#### RECORDS SHOWN

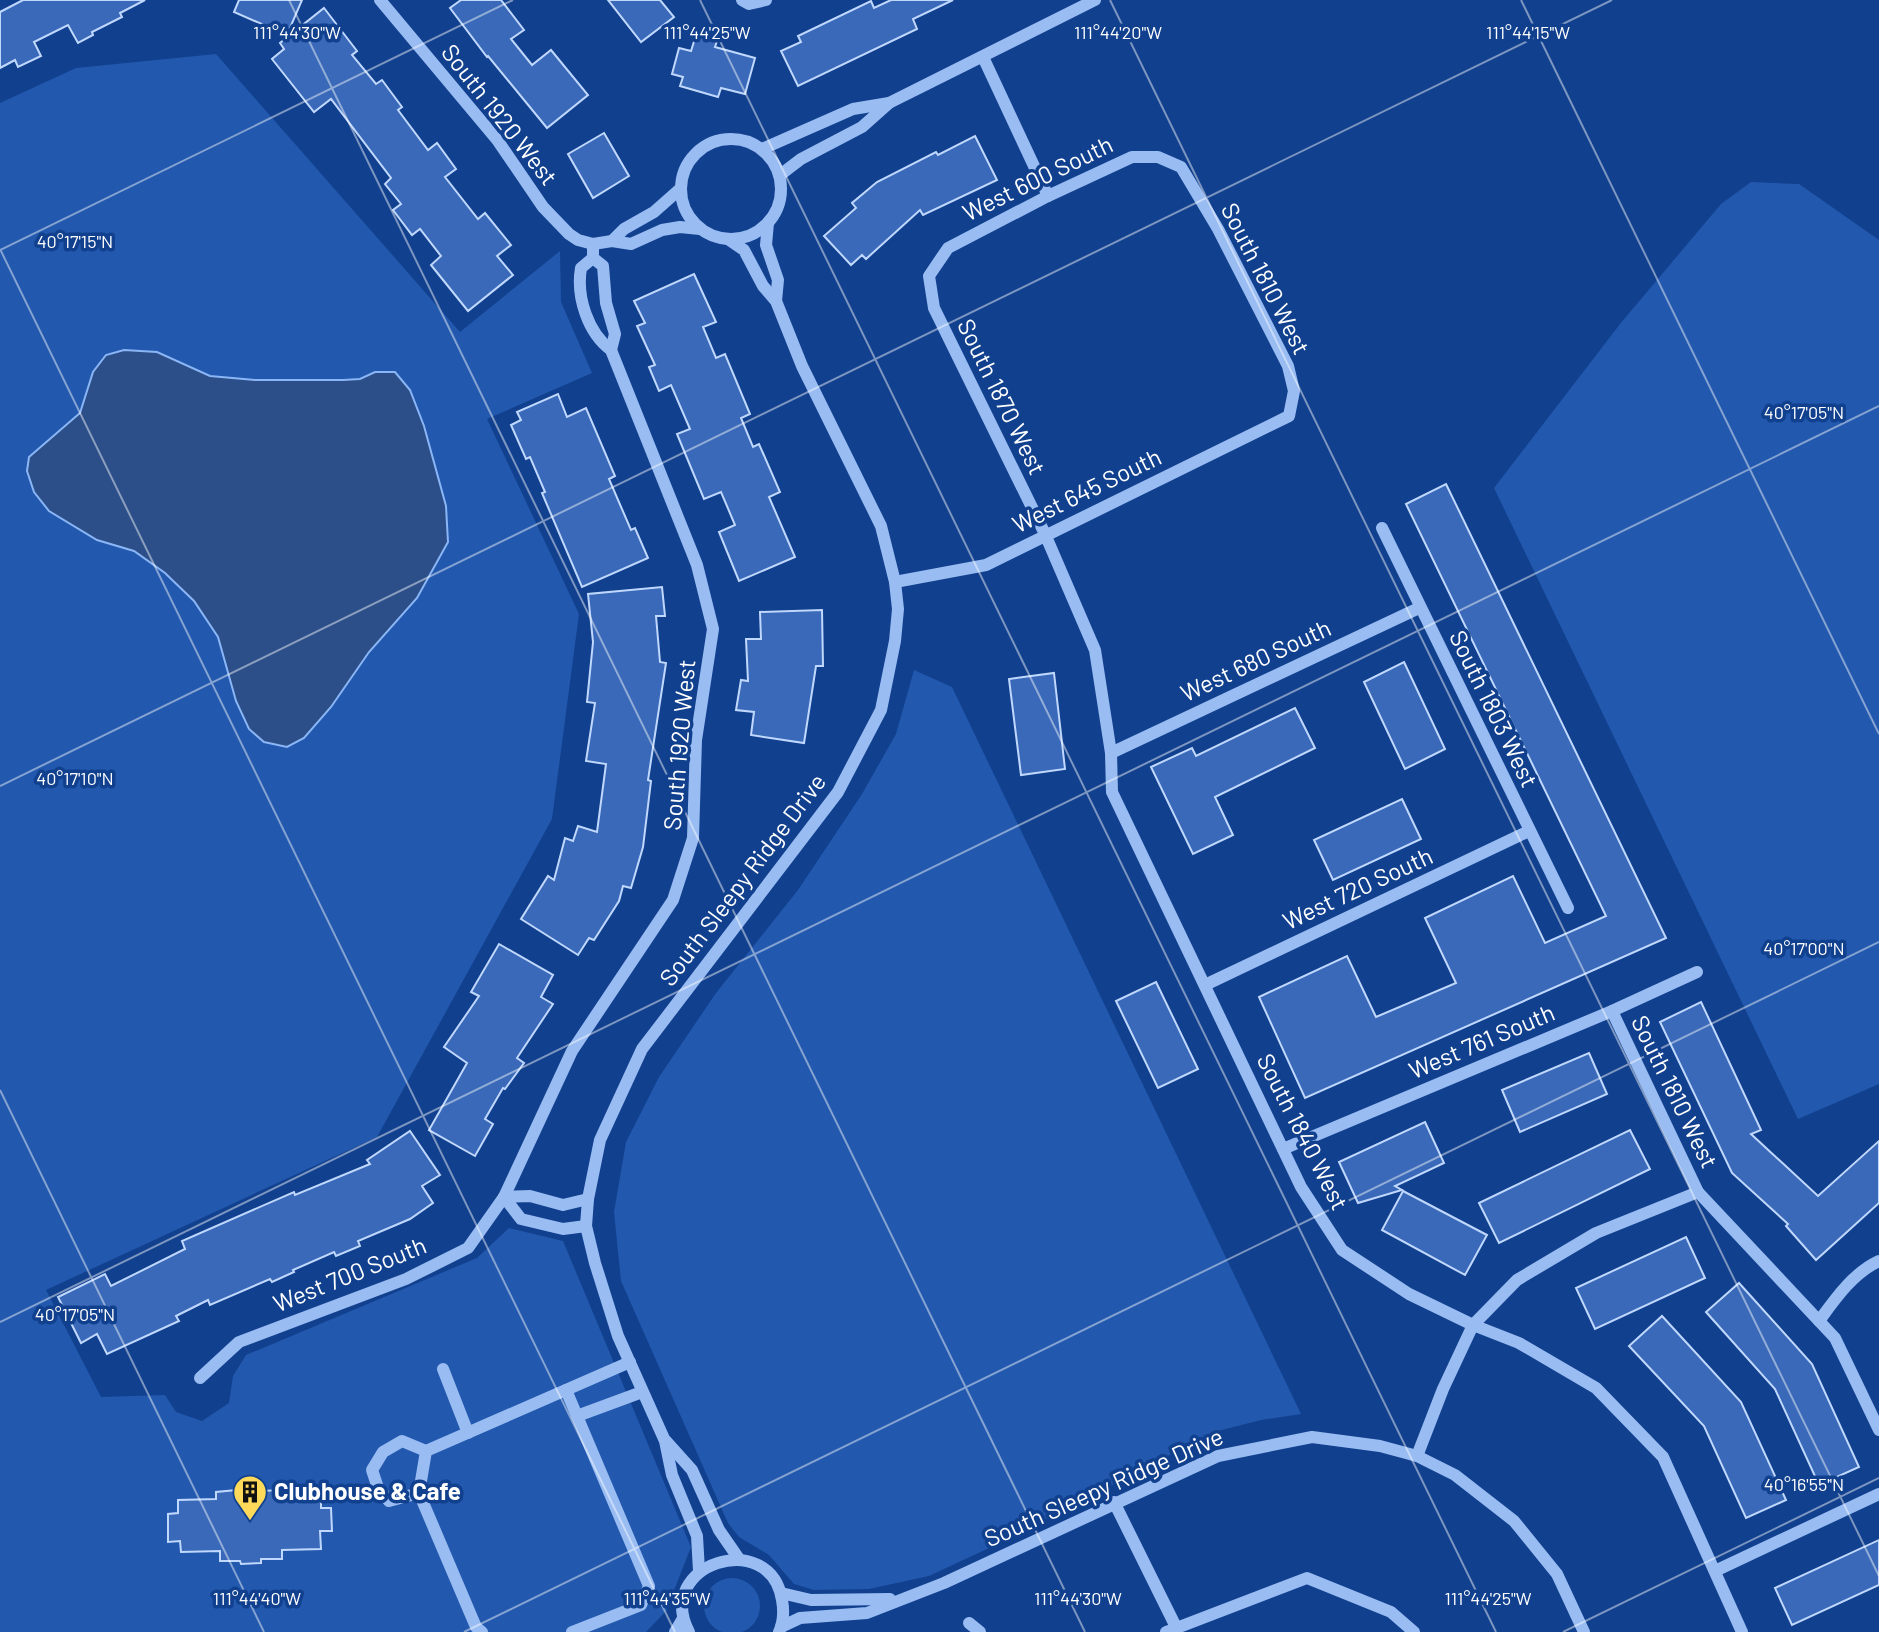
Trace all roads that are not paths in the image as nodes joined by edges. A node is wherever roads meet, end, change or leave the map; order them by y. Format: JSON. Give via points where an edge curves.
{"nodes":[{"id":1,"x":380,"y":0,"type":"edge"},
{"id":2,"x":766,"y":0,"type":"edge"},
{"id":3,"x":1095,"y":0,"type":"edge"},
{"id":4,"x":746,"y":2,"type":"edge"},
{"id":5,"x":983,"y":57,"type":"junction"},
{"id":6,"x":889,"y":103,"type":"junction"},
{"id":7,"x":762,"y":149,"type":"junction"},
{"id":8,"x":1181,"y":167,"type":"joint"},
{"id":9,"x":780,"y":175,"type":"junction"},
{"id":10,"x":680,"y":189,"type":"junction"},
{"id":11,"x":1048,"y":196,"type":"junction"},
{"id":12,"x":768,"y":223,"type":"junction"},
{"id":13,"x":700,"y":229,"type":"junction"},
{"id":14,"x":728,"y":239,"type":"junction"},
{"id":15,"x":612,"y":241,"type":"junction"},
{"id":16,"x":593,"y":244,"type":"junction"},
{"id":17,"x":593,"y":258,"type":"junction"},
{"id":18,"x":929,"y":276,"type":"joint"},
{"id":19,"x":776,"y":301,"type":"junction"},
{"id":20,"x":611,"y":350,"type":"junction"},
{"id":21,"x":1289,"y":416,"type":"joint"},
{"id":22,"x":1382,"y":528,"type":"dead end"},
{"id":23,"x":1045,"y":534,"type":"junction"},
{"id":24,"x":895,"y":582,"type":"junction"},
{"id":25,"x":1419,"y":608,"type":"junction"},
{"id":26,"x":1111,"y":753,"type":"junction"},
{"id":27,"x":1529,"y":831,"type":"junction"},
{"id":28,"x":1568,"y":908,"type":"dead end"},
{"id":29,"x":1697,"y":972,"type":"dead end"},
{"id":30,"x":1205,"y":985,"type":"junction"},
{"id":31,"x":1612,"y":1011,"type":"junction"},
{"id":32,"x":1283,"y":1149,"type":"junction"},
{"id":33,"x":1699,"y":1192,"type":"junction"},
{"id":34,"x":504,"y":1197,"type":"junction"},
{"id":35,"x":588,"y":1199,"type":"junction"},
{"id":36,"x":586,"y":1226,"type":"junction"},
{"id":37,"x":1879,"y":1261,"type":"edge"},
{"id":38,"x":1819,"y":1321,"type":"junction"},
{"id":39,"x":1473,"y":1325,"type":"junction"},
{"id":40,"x":630,"y":1362,"type":"junction"},
{"id":41,"x":443,"y":1369,"type":"dead end"},
{"id":42,"x":200,"y":1378,"type":"dead end"},
{"id":43,"x":566,"y":1391,"type":"junction"},
{"id":44,"x":642,"y":1392,"type":"junction"},
{"id":45,"x":577,"y":1416,"type":"junction"},
{"id":46,"x":1879,"y":1430,"type":"edge"},
{"id":47,"x":468,"y":1433,"type":"junction"},
{"id":48,"x":665,"y":1441,"type":"junction"},
{"id":49,"x":426,"y":1451,"type":"junction"},
{"id":50,"x":1417,"y":1456,"type":"junction"},
{"id":51,"x":419,"y":1493,"type":"junction"},
{"id":52,"x":1879,"y":1494,"type":"edge"},
{"id":53,"x":1114,"y":1502,"type":"junction"},
{"id":54,"x":739,"y":1559,"type":"junction"},
{"id":55,"x":699,"y":1571,"type":"junction"},
{"id":56,"x":1715,"y":1572,"type":"junction"},
{"id":57,"x":780,"y":1593,"type":"junction"},
{"id":58,"x":898,"y":1599,"type":"junction"},
{"id":59,"x":682,"y":1619,"type":"junction"},
{"id":60,"x":969,"y":1623,"type":"dead end"},
{"id":61,"x":1171,"y":1629,"type":"edge"},
{"id":62,"x":780,"y":1630,"type":"edge"},
{"id":63,"x":482,"y":1632,"type":"edge"},
{"id":64,"x":572,"y":1632,"type":"edge"},
{"id":65,"x":675,"y":1632,"type":"edge"},
{"id":66,"x":689,"y":1632,"type":"edge"},
{"id":67,"x":980,"y":1632,"type":"edge"},
{"id":68,"x":1414,"y":1632,"type":"edge"},
{"id":69,"x":1584,"y":1632,"type":"edge"},
{"id":70,"x":1742,"y":1632,"type":"edge"}],
"edges":[{"from":1,"to":16,"type":"street","name":"South 1920 West","via":[[498,141],[555,221],[578,240]]},
{"from":2,"to":4,"type":"street"},
{"from":3,"to":5,"type":"street"},
{"from":5,"to":6,"type":"street"},
{"from":5,"to":11,"type":"street"},
{"from":6,"to":7,"type":"street","via":[[853,109]]},
{"from":6,"to":9,"type":"street","via":[[862,128]]},
{"from":7,"to":9,"type":"street"},
{"from":7,"to":10,"type":"street","via":[[736,138],[718,140],[692,156]]},
{"from":8,"to":11,"type":"street","name":"West 600 South","via":[[1158,157],[1132,157]]},
{"from":8,"to":21,"type":"street","name":"South 1810 West","via":[[1219,229],[1288,366],[1294,391]]},
{"from":9,"to":12,"type":"street","via":[[782,192]]},
{"from":10,"to":13,"type":"street","via":[[688,216]]},
{"from":10,"to":15,"type":"street"},
{"from":11,"to":18,"type":"street","name":"West 600 South","via":[[947,247]]},
{"from":12,"to":14,"type":"street","via":[[754,234]]},
{"from":12,"to":19,"type":"street","name":"South Sleepy Ridge Drive","via":[[766,245],[778,280]]},
{"from":13,"to":14,"type":"street"},
{"from":13,"to":15,"type":"street","via":[[662,230],[631,244]]},
{"from":14,"to":19,"type":"street","name":"South Sleepy Ridge Drive","via":[[744,250]]},
{"from":15,"to":16,"type":"street"},
{"from":16,"to":17,"type":"street","name":"South 1920 West"},
{"from":17,"to":20,"type":"street","name":"South 1920 West","via":[[603,266],[614,334]]},
{"from":17,"to":20,"type":"street","name":"South 1920 West","via":[[581,268],[580,293],[598,340]]},
{"from":18,"to":23,"type":"street","name":"South 1870 West","via":[[934,308]]},
{"from":19,"to":24,"type":"street","name":"South Sleepy Ridge Drive","via":[[802,366],[881,526]]},
{"from":20,"to":34,"type":"street","name":"South 1920 West","via":[[697,565],[713,629],[696,740],[693,838],[673,900],[572,1051]]},
{"from":21,"to":23,"type":"street","name":"West 645 South"},
{"from":22,"to":25,"type":"street","name":"South 1803 West"},
{"from":23,"to":24,"type":"street","name":"West 645 South","via":[[986,565]]},
{"from":23,"to":26,"type":"street","name":"South 1840 West","via":[[1095,650]]},
{"from":24,"to":35,"type":"street","name":"South Sleepy Ridge Drive","via":[[895,641],[881,710],[838,792],[642,1049],[600,1140]]},
{"from":25,"to":26,"type":"street","name":"West 680 South"},
{"from":25,"to":27,"type":"street","name":"South 1803 West"},
{"from":26,"to":30,"type":"street","name":"South 1840 West","via":[[1112,792]]},
{"from":27,"to":28,"type":"street","name":"South 1803 West"},
{"from":27,"to":30,"type":"street","name":"West 720 South"},
{"from":29,"to":31,"type":"street","name":"West 761 South"},
{"from":30,"to":32,"type":"street","name":"South 1840 West"},
{"from":31,"to":32,"type":"street","name":"West 761 South"},
{"from":31,"to":33,"type":"street","name":"South 1810 West"},
{"from":32,"to":39,"type":"street","name":"South 1840 West","via":[[1301,1187],[1342,1250],[1409,1294]]},
{"from":33,"to":38,"type":"street","name":"South 1810 West"},
{"from":33,"to":39,"type":"street","via":[[1596,1233],[1517,1280]]},
{"from":34,"to":35,"type":"street","via":[[530,1196],[563,1205]]},
{"from":34,"to":36,"type":"street","via":[[521,1219],[563,1229]]},
{"from":34,"to":42,"type":"street","name":"West 700 South","via":[[468,1248],[406,1279],[239,1342]]},
{"from":35,"to":36,"type":"street","name":"South Sleepy Ridge Drive"},
{"from":36,"to":40,"type":"street","name":"South Sleepy Ridge Drive"},
{"from":37,"to":38,"type":"street","via":[[1842,1290]]},
{"from":38,"to":46,"type":"street","name":"South 1810 West","via":[[1835,1338]]},
{"from":39,"to":50,"type":"street"},
{"from":39,"to":56,"type":"street","name":"South 1840 West","via":[[1519,1343],[1606,1398],[1663,1457]]},
{"from":40,"to":43,"type":"street"},
{"from":40,"to":44,"type":"street","name":"South Sleepy Ridge Drive"},
{"from":41,"to":47,"type":"street"},
{"from":43,"to":45,"type":"street"},
{"from":43,"to":47,"type":"street"},
{"from":44,"to":45,"type":"street"},
{"from":44,"to":48,"type":"street","name":"South Sleepy Ridge Drive"},
{"from":45,"to":64,"type":"street","via":[[649,1586],[641,1605]]},
{"from":47,"to":49,"type":"street"},
{"from":48,"to":54,"type":"street","name":"South Sleepy Ridge Drive","via":[[692,1470],[719,1530]]},
{"from":48,"to":55,"type":"street","name":"South Sleepy Ridge Drive","via":[[672,1475],[697,1536]]},
{"from":49,"to":51,"type":"street"},
{"from":49,"to":51,"type":"street","via":[[402,1441],[383,1452],[372,1469],[378,1488],[389,1501]]},
{"from":50,"to":53,"type":"street","name":"South Sleepy Ridge Drive","via":[[1312,1437],[1218,1456]]},
{"from":50,"to":69,"type":"street","name":"South Sleepy Ridge Drive","via":[[1455,1475],[1514,1521],[1557,1574]]},
{"from":51,"to":63,"type":"street"},
{"from":52,"to":56,"type":"street"},
{"from":53,"to":58,"type":"street","name":"South Sleepy Ridge Drive","via":[[944,1583]]},
{"from":53,"to":61,"type":"street"},
{"from":54,"to":55,"type":"street","via":[[715,1562]]},
{"from":54,"to":57,"type":"street","via":[[770,1575]]},
{"from":55,"to":59,"type":"street","via":[[682,1601]]},
{"from":56,"to":70,"type":"street","name":"South 1840 West"},
{"from":57,"to":58,"type":"street","name":"South Sleepy Ridge Drive","via":[[811,1600]]},
{"from":57,"to":62,"type":"street","via":[[784,1613]]},
{"from":58,"to":62,"type":"street","name":"South Sleepy Ridge Drive","via":[[866,1613],[800,1618]]},
{"from":59,"to":65,"type":"street"},
{"from":59,"to":66,"type":"street"},
{"from":60,"to":67,"type":"street"},
{"from":61,"to":68,"type":"street","via":[[1307,1578],[1391,1612]]}]}
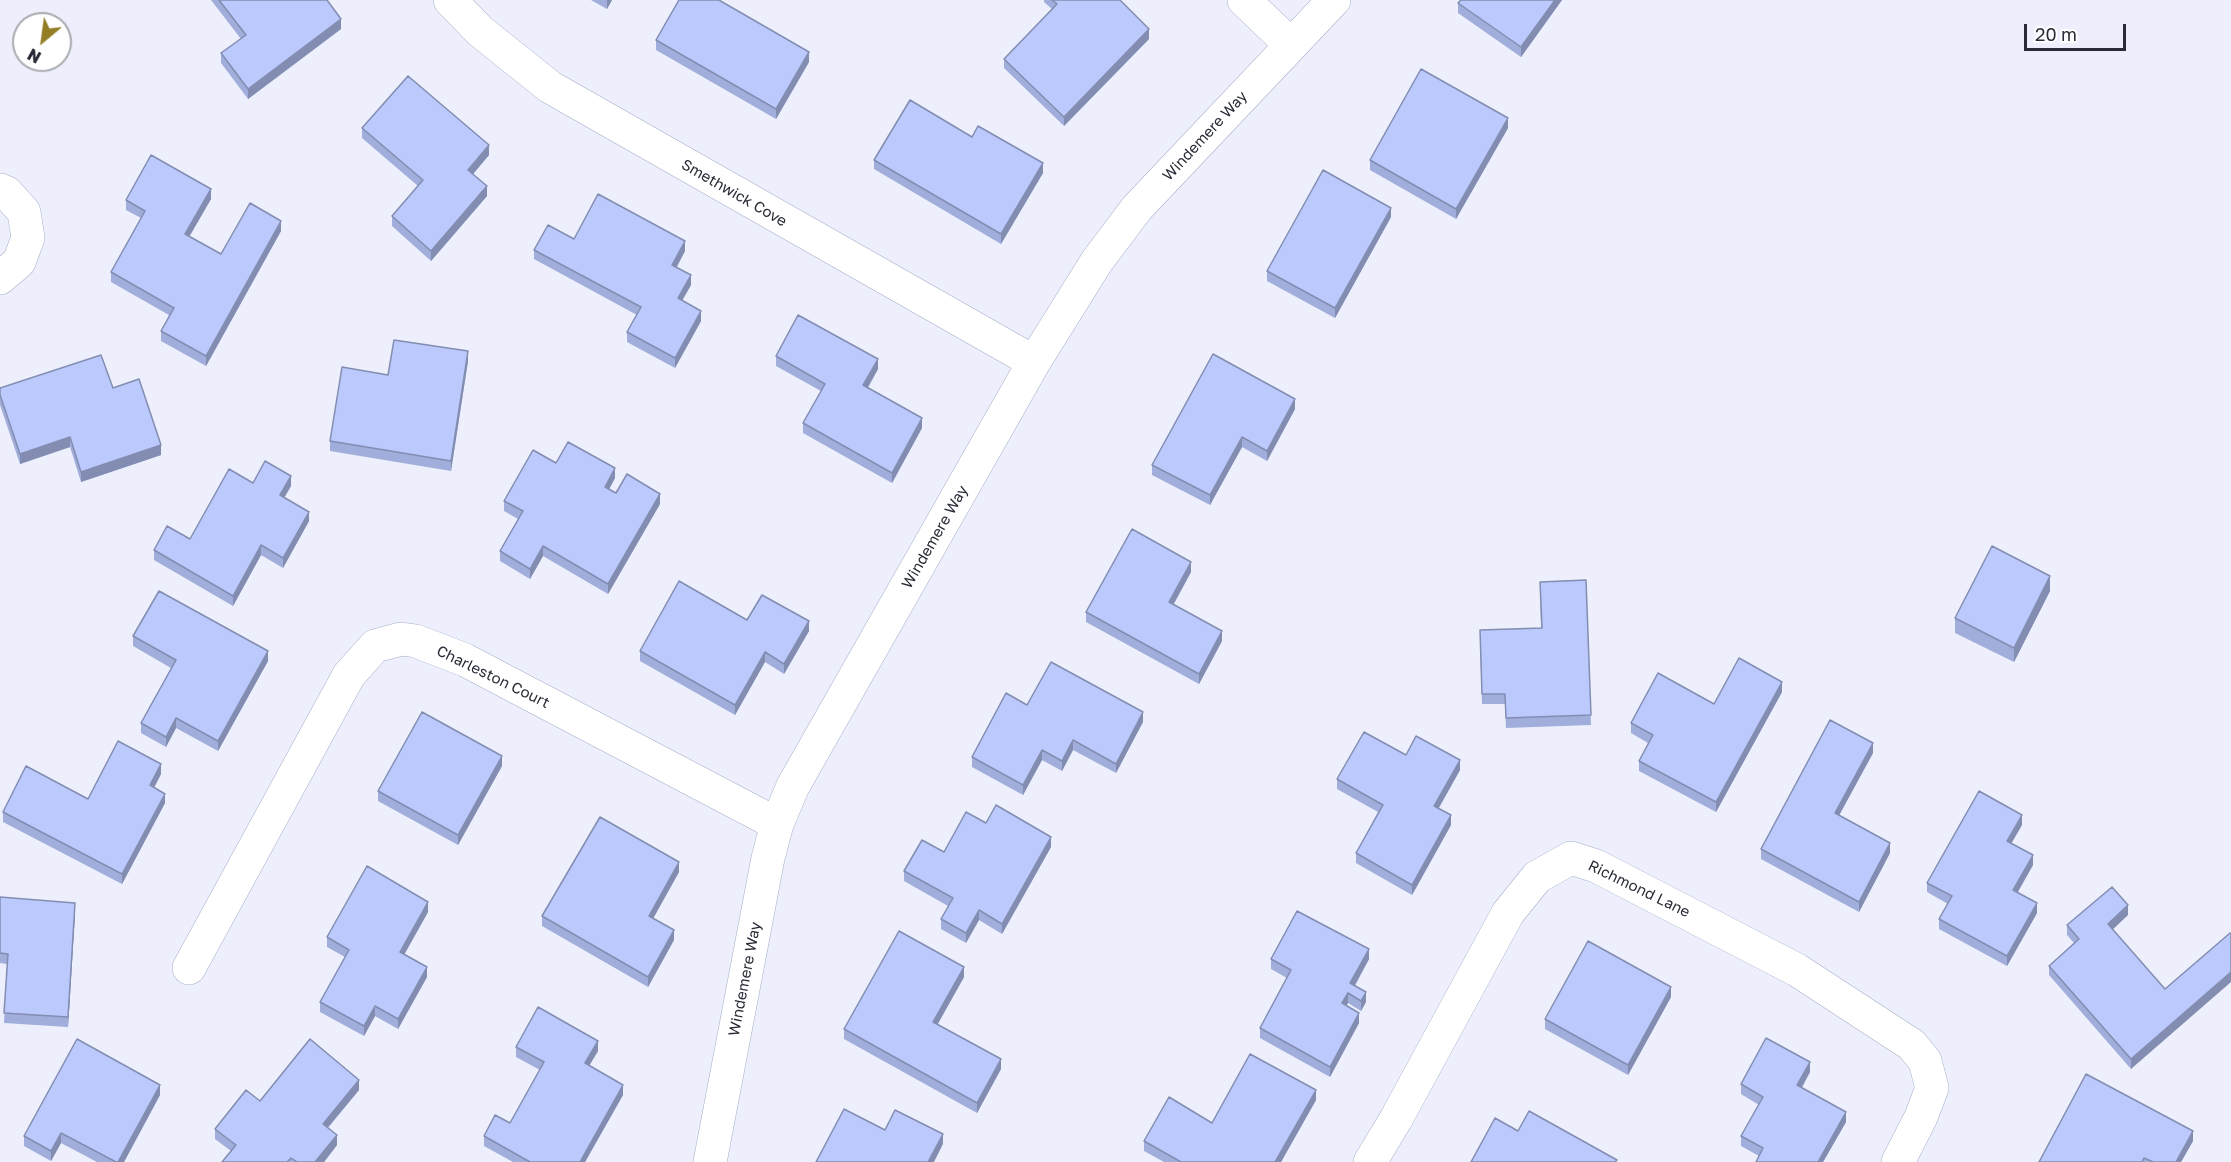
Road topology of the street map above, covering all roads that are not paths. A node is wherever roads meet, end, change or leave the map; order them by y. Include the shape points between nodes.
1 (450, 0) edge
2 (1244, 0) edge
3 (1334, 0) edge
4 (1291, 45) junction
5 (0, 190) edge
6 (0, 278) edge
7 (1034, 362) junction
8 (777, 824) junction
9 (189, 968) dead end
10 (710, 1162) edge
11 (1370, 1162) edge
12 (1898, 1162) edge

1 - 7 street, Smethwick Cove via 480,32 550,87
2 - 4 street
3 - 4 street, Windemere Way
4 - 7 street, Windemere Way via 1137,208 1096,261
5 - 6 street via 24,212 28,238 19,262
7 - 8 street, Windemere Way via 793,786
8 - 9 street, Charleston Court via 465,660 401,639 375,646 349,675
8 - 10 street, Windemere Way
11 - 12 street, Richmond Lane via 1508,914 1537,877 1571,858 1596,866 1797,970 1912,1045 1925,1061 1932,1088 1922,1117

########

TASK PROMPT
Transcribe exactly, please, the lines from the one with "Road topology of" to the last line of the entries above, ends included.

EXERCISE SOLUTION
Road topology of the street map above, covering all roads that are not paths. A node is wherever roads meet, end, change or leave the map; order them by y. Include the shape points between nodes.
1 (450, 0) edge
2 (1244, 0) edge
3 (1334, 0) edge
4 (1291, 45) junction
5 (0, 190) edge
6 (0, 278) edge
7 (1034, 362) junction
8 (777, 824) junction
9 (189, 968) dead end
10 (710, 1162) edge
11 (1370, 1162) edge
12 (1898, 1162) edge

1 - 7 street, Smethwick Cove via 480,32 550,87
2 - 4 street
3 - 4 street, Windemere Way
4 - 7 street, Windemere Way via 1137,208 1096,261
5 - 6 street via 24,212 28,238 19,262
7 - 8 street, Windemere Way via 793,786
8 - 9 street, Charleston Court via 465,660 401,639 375,646 349,675
8 - 10 street, Windemere Way
11 - 12 street, Richmond Lane via 1508,914 1537,877 1571,858 1596,866 1797,970 1912,1045 1925,1061 1932,1088 1922,1117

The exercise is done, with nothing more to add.